| TASK TO CARRY OUT |
Filter the listing below down to the lines containing the word "edges".

| TASK DATA |
#####
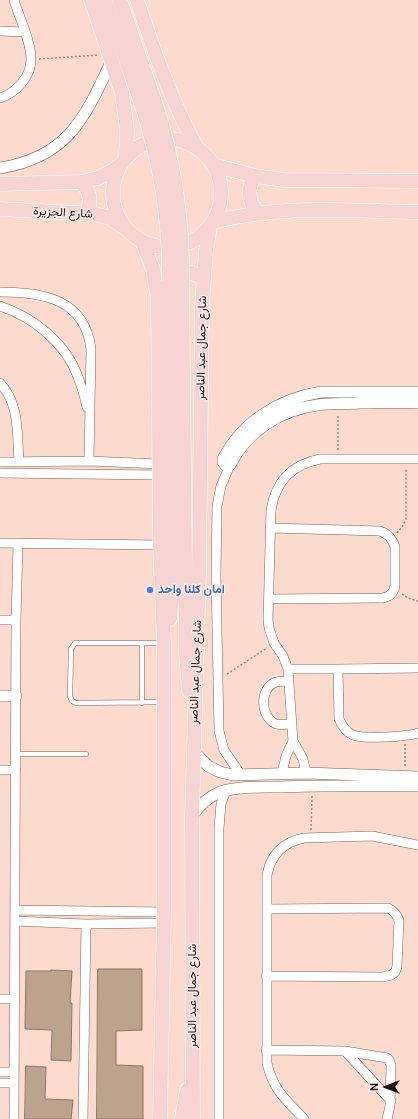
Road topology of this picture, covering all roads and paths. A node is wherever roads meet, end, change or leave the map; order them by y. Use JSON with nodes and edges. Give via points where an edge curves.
{"nodes":[{"id":1,"x":14,"y":0,"type":"edge"},
{"id":2,"x":92,"y":0,"type":"edge"},
{"id":3,"x":106,"y":0,"type":"edge"},
{"id":4,"x":120,"y":0,"type":"edge"},
{"id":5,"x":137,"y":0,"type":"edge"},
{"id":6,"x":0,"y":31,"type":"edge"},
{"id":7,"x":24,"y":32,"type":"junction"},
{"id":8,"x":111,"y":57,"type":"junction"},
{"id":9,"x":31,"y":60,"type":"junction"},
{"id":10,"x":169,"y":90,"type":"junction"},
{"id":11,"x":0,"y":98,"type":"edge"},
{"id":12,"x":148,"y":101,"type":"junction"},
{"id":13,"x":125,"y":105,"type":"junction"},
{"id":14,"x":197,"y":148,"type":"junction"},
{"id":15,"x":123,"y":161,"type":"junction"},
{"id":16,"x":213,"y":165,"type":"junction"},
{"id":17,"x":0,"y":168,"type":"edge"},
{"id":18,"x":255,"y":176,"type":"junction"},
{"id":19,"x":418,"y":181,"type":"edge"},
{"id":20,"x":81,"y":182,"type":"junction"},
{"id":21,"x":0,"y":184,"type":"edge"},
{"id":22,"x":0,"y":209,"type":"edge"},
{"id":23,"x":257,"y":212,"type":"junction"},
{"id":24,"x":418,"y":212,"type":"edge"},
{"id":25,"x":87,"y":213,"type":"junction"},
{"id":26,"x":211,"y":224,"type":"junction"},
{"id":27,"x":124,"y":226,"type":"junction"},
{"id":28,"x":142,"y":241,"type":"junction"},
{"id":29,"x":204,"y":279,"type":"junction"},
{"id":30,"x":169,"y":281,"type":"junction"},
{"id":31,"x":0,"y":292,"type":"edge"},
{"id":32,"x":0,"y":306,"type":"edge"},
{"id":33,"x":0,"y":383,"type":"edge"},
{"id":34,"x":418,"y":392,"type":"edge"},
{"id":35,"x":418,"y":403,"type":"edge"},
{"id":36,"x":338,"y":404,"type":"junction"},
{"id":37,"x":90,"y":422,"type":"junction"},
{"id":38,"x":338,"y":459,"type":"junction"},
{"id":39,"x":406,"y":459,"type":"junction"},
{"id":40,"x":418,"y":459,"type":"edge"},
{"id":41,"x":89,"y":461,"type":"junction"},
{"id":42,"x":0,"y":462,"type":"edge"},
{"id":43,"x":19,"y":462,"type":"junction"},
{"id":44,"x":230,"y":465,"type":"junction"},
{"id":45,"x":160,"y":469,"type":"junction"},
{"id":46,"x":0,"y":473,"type":"edge"},
{"id":47,"x":271,"y":528,"type":"junction"},
{"id":48,"x":390,"y":536,"type":"junction"},
{"id":49,"x":0,"y":543,"type":"edge"},
{"id":50,"x":18,"y":543,"type":"junction"},
{"id":51,"x":160,"y":545,"type":"junction"},
{"id":52,"x":395,"y":585,"type":"junction"},
{"id":53,"x":269,"y":599,"type":"junction"},
{"id":54,"x":418,"y":601,"type":"edge"},
{"id":55,"x":0,"y":620,"type":"edge"},
{"id":56,"x":16,"y":620,"type":"junction"},
{"id":57,"x":142,"y":643,"type":"junction"},
{"id":58,"x":164,"y":643,"type":"junction"},
{"id":59,"x":274,"y":643,"type":"junction"},
{"id":60,"x":418,"y":668,"type":"edge"},
{"id":61,"x":288,"y":669,"type":"junction"},
{"id":62,"x":338,"y":669,"type":"junction"},
{"id":63,"x":217,"y":680,"type":"junction"},
{"id":64,"x":289,"y":681,"type":"junction"},
{"id":65,"x":0,"y":696,"type":"edge"},
{"id":66,"x":16,"y":696,"type":"junction"},
{"id":67,"x":142,"y":702,"type":"junction"},
{"id":68,"x":163,"y":702,"type":"junction"},
{"id":69,"x":195,"y":715,"type":"junction"},
{"id":70,"x":292,"y":724,"type":"junction"},
{"id":71,"x":418,"y":733,"type":"edge"},
{"id":72,"x":404,"y":736,"type":"junction"},
{"id":73,"x":293,"y":741,"type":"junction"},
{"id":74,"x":194,"y":752,"type":"junction"},
{"id":75,"x":16,"y":754,"type":"junction"},
{"id":76,"x":86,"y":754,"type":"dead end"},
{"id":77,"x":0,"y":770,"type":"edge"},
{"id":78,"x":16,"y":770,"type":"junction"},
{"id":79,"x":282,"y":773,"type":"junction"},
{"id":80,"x":306,"y":773,"type":"junction"},
{"id":81,"x":241,"y":775,"type":"junction"},
{"id":82,"x":406,"y":777,"type":"junction"},
{"id":83,"x":418,"y":777,"type":"edge"},
{"id":84,"x":309,"y":786,"type":"junction"},
{"id":85,"x":418,"y":786,"type":"edge"},
{"id":86,"x":242,"y":788,"type":"junction"},
{"id":87,"x":226,"y":790,"type":"junction"},
{"id":88,"x":192,"y":816,"type":"junction"},
{"id":89,"x":311,"y":838,"type":"junction"},
{"id":90,"x":418,"y":845,"type":"edge"},
{"id":91,"x":267,"y":909,"type":"junction"},
{"id":92,"x":16,"y":910,"type":"junction"},
{"id":93,"x":164,"y":918,"type":"junction"},
{"id":94,"x":15,"y":921,"type":"junction"},
{"id":95,"x":86,"y":924,"type":"junction"},
{"id":96,"x":266,"y":976,"type":"junction"},
{"id":97,"x":0,"y":999,"type":"edge"},
{"id":98,"x":15,"y":1000,"type":"junction"},
{"id":99,"x":266,"y":1050,"type":"junction"},
{"id":100,"x":345,"y":1051,"type":"junction"},
{"id":101,"x":0,"y":1072,"type":"edge"},
{"id":102,"x":14,"y":1072,"type":"junction"},
{"id":103,"x":161,"y":1072,"type":"junction"},
{"id":104,"x":193,"y":1072,"type":"junction"},
{"id":105,"x":0,"y":1082,"type":"edge"},
{"id":106,"x":14,"y":1082,"type":"junction"},
{"id":107,"x":391,"y":1101,"type":"junction"},
{"id":108,"x":14,"y":1119,"type":"edge"},
{"id":109,"x":83,"y":1119,"type":"edge"},
{"id":110,"x":160,"y":1119,"type":"edge"},
{"id":111,"x":169,"y":1119,"type":"edge"},
{"id":112,"x":182,"y":1119,"type":"edge"},
{"id":113,"x":193,"y":1119,"type":"edge"},
{"id":114,"x":219,"y":1119,"type":"edge"},
{"id":115,"x":304,"y":1119,"type":"edge"},
{"id":116,"x":387,"y":1119,"type":"edge"}],
"edges":[{"from":1,"to":7,"type":"street"},
{"from":2,"to":8,"type":"main road"},
{"from":3,"to":12,"type":"main road"},
{"from":4,"to":12,"type":"main road"},
{"from":5,"to":10,"type":"main road"},
{"from":6,"to":7,"type":"street"},
{"from":7,"to":9,"type":"street"},
{"from":8,"to":9,"type":"path"},
{"from":8,"to":13,"type":"main road"},
{"from":8,"to":17,"type":"street","via":[[86,113],[65,139],[40,156],[16,166]]},
{"from":9,"to":11,"type":"street","via":[[23,82]]},
{"from":10,"to":13,"type":"main road","via":[[164,100],[150,109],[134,109]]},
{"from":10,"to":14,"type":"main road"},
{"from":12,"to":30,"type":"main road","bridge":true,"via":[[166,138],[178,199],[182,240]]},
{"from":13,"to":15,"type":"main road","via":[[127,130]]},
{"from":14,"to":15,"type":"main road","via":[[185,142],[159,139],[135,148]]},
{"from":14,"to":16,"type":"main road"},
{"from":15,"to":20,"type":"main road","via":[[106,174]]},
{"from":15,"to":27,"type":"main road","via":[[116,174],[112,196],[114,207]]},
{"from":16,"to":18,"type":"main road"},
{"from":16,"to":26,"type":"main road","via":[[221,194],[218,211]]},
{"from":18,"to":19,"type":"main road","via":[[298,180]]},
{"from":18,"to":23,"type":"main road","via":[[250,185],[249,195],[251,204]]},
{"from":20,"to":21,"type":"main road"},
{"from":20,"to":25,"type":"main road","via":[[90,196]]},
{"from":22,"to":25,"type":"main road","name":"شارع الجزيرة"},
{"from":23,"to":24,"type":"main road"},
{"from":23,"to":26,"type":"main road"},
{"from":25,"to":27,"type":"main road","name":"شارع الجزيرة","via":[[110,218]]},
{"from":26,"to":28,"type":"main road","via":[[203,234],[184,245],[162,247]]},
{"from":26,"to":29,"type":"main road","name":"شارع جمال عبد الناصر"},
{"from":27,"to":28,"type":"main road"},
{"from":28,"to":30,"type":"main road","via":[[151,264]]},
{"from":29,"to":30,"type":"main road","via":[[192,273],[179,271],[166,274]]},
{"from":29,"to":69,"type":"main road","name":"شارع جمال عبد الناصر"},
{"from":30,"to":45,"type":"main road","via":[[158,299]]},
{"from":30,"to":58,"type":"main road","via":[[172,593]]},
{"from":30,"to":69,"type":"main road","via":[[186,667],[189,696]]},
{"from":31,"to":37,"type":"street","via":[[44,296],[66,305],[79,317],[88,332],[91,349]]},
{"from":32,"to":37,"type":"street","via":[[33,322],[52,337],[67,355],[78,376]]},
{"from":33,"to":43,"type":"street","via":[[9,395],[16,412]]},
{"from":34,"to":44,"type":"street","via":[[321,392],[287,401],[260,416],[240,433],[222,462]]},
{"from":35,"to":36,"type":"street"},
{"from":36,"to":38,"type":"path"},
{"from":36,"to":44,"type":"street","via":[[302,408],[271,420],[250,437]]},
{"from":37,"to":41,"type":"street"},
{"from":38,"to":39,"type":"street"},
{"from":38,"to":47,"type":"street","via":[[309,461],[290,472],[273,499]]},
{"from":39,"to":40,"type":"street"},
{"from":39,"to":48,"type":"path","via":[[406,520],[397,533]]},
{"from":41,"to":43,"type":"street"},
{"from":41,"to":45,"type":"street"},
{"from":42,"to":43,"type":"street"},
{"from":44,"to":63,"type":"street","via":[[221,486],[217,506]]},
{"from":45,"to":46,"type":"street"},
{"from":45,"to":51,"type":"main road"},
{"from":47,"to":48,"type":"street","via":[[380,531]]},
{"from":47,"to":53,"type":"street"},
{"from":48,"to":52,"type":"street","via":[[395,547]]},
{"from":49,"to":50,"type":"street"},
{"from":50,"to":51,"type":"street"},
{"from":50,"to":56,"type":"street"},
{"from":51,"to":58,"type":"main road"},
{"from":52,"to":53,"type":"street","via":[[392,593],[382,598]]},
{"from":52,"to":54,"type":"path","via":[[400,593]]},
{"from":53,"to":59,"type":"street","via":[[269,628]]},
{"from":55,"to":56,"type":"street"},
{"from":56,"to":66,"type":"street"},
{"from":57,"to":58,"type":"lane"},
{"from":57,"to":67,"type":"lane"},
{"from":57,"to":67,"type":"lane","via":[[75,643],[71,649],[70,696],[76,704]]},
{"from":58,"to":68,"type":"main road"},
{"from":59,"to":61,"type":"street"},
{"from":59,"to":63,"type":"path"},
{"from":60,"to":62,"type":"street"},
{"from":61,"to":62,"type":"street"},
{"from":61,"to":64,"type":"street"},
{"from":62,"to":72,"type":"street","via":[[339,719],[347,732],[360,736]]},
{"from":63,"to":81,"type":"street","via":[[221,742]]},
{"from":64,"to":70,"type":"street"},
{"from":64,"to":70,"type":"street","via":[[275,682],[269,687],[265,693],[263,707],[266,714],[277,724]]},
{"from":65,"to":66,"type":"street"},
{"from":66,"to":75,"type":"street"},
{"from":67,"to":68,"type":"lane"},
{"from":68,"to":93,"type":"main road"},
{"from":69,"to":74,"type":"main road","name":"شارع جمال عبد الناصر"},
{"from":70,"to":73,"type":"street"},
{"from":71,"to":72,"type":"street"},
{"from":72,"to":82,"type":"path"},
{"from":73,"to":79,"type":"street"},
{"from":73,"to":80,"type":"street","via":[[303,759]]},
{"from":74,"to":81,"type":"street","via":[[214,770]]},
{"from":74,"to":88,"type":"main road","name":"شارع جمال عبد الناصر"},
{"from":75,"to":76,"type":"lane"},
{"from":75,"to":78,"type":"street"},
{"from":77,"to":78,"type":"street"},
{"from":78,"to":92,"type":"street"},
{"from":79,"to":80,"type":"street"},
{"from":79,"to":81,"type":"street"},
{"from":80,"to":82,"type":"street"},
{"from":80,"to":84,"type":"street"},
{"from":81,"to":86,"type":"street","via":[[238,782]]},
{"from":82,"to":83,"type":"street"},
{"from":84,"to":85,"type":"street"},
{"from":84,"to":86,"type":"street"},
{"from":84,"to":89,"type":"path"},
{"from":86,"to":87,"type":"street"},
{"from":87,"to":88,"type":"street","via":[[207,800]]},
{"from":87,"to":114,"type":"street","via":[[221,804],[219,828]]},
{"from":88,"to":104,"type":"main road","name":"شارع جمال عبد الناصر"},
{"from":89,"to":90,"type":"street","via":[[372,836]]},
{"from":89,"to":91,"type":"street","via":[[286,844],[273,857],[267,875]]},
{"from":91,"to":96,"type":"street"},
{"from":91,"to":96,"type":"street","via":[[388,908],[397,915],[398,920],[397,966],[392,975]]},
{"from":92,"to":93,"type":"street"},
{"from":92,"to":94,"type":"street"},
{"from":93,"to":95,"type":"street"},
{"from":93,"to":103,"type":"main road"},
{"from":94,"to":95,"type":"street"},
{"from":94,"to":98,"type":"street"},
{"from":95,"to":109,"type":"street"},
{"from":96,"to":99,"type":"street"},
{"from":97,"to":98,"type":"street"},
{"from":98,"to":102,"type":"street"},
{"from":99,"to":100,"type":"street"},
{"from":99,"to":115,"type":"street","via":[[270,1076],[275,1087]]},
{"from":100,"to":107,"type":"street"},
{"from":100,"to":107,"type":"street","via":[[384,1056],[389,1060]]},
{"from":101,"to":102,"type":"street"},
{"from":102,"to":106,"type":"street"},
{"from":103,"to":110,"type":"main road"},
{"from":103,"to":111,"type":"main road"},
{"from":104,"to":112,"type":"main road","via":[[186,1092]]},
{"from":104,"to":113,"type":"main road","name":"شارع جمال عبد الناصر"},
{"from":105,"to":106,"type":"street"},
{"from":106,"to":108,"type":"street"},
{"from":107,"to":116,"type":"street"}]}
#####
| ANSWER FOR THE TASK |
Road topology of this picture, covering all roads and paths. A node is wherever roads meet, end, change or leave the map; order them by y. Use JSON with nodes and edges. Give via points where an edge curves.
"edges":[{"from":1,"to":7,"type":"street"},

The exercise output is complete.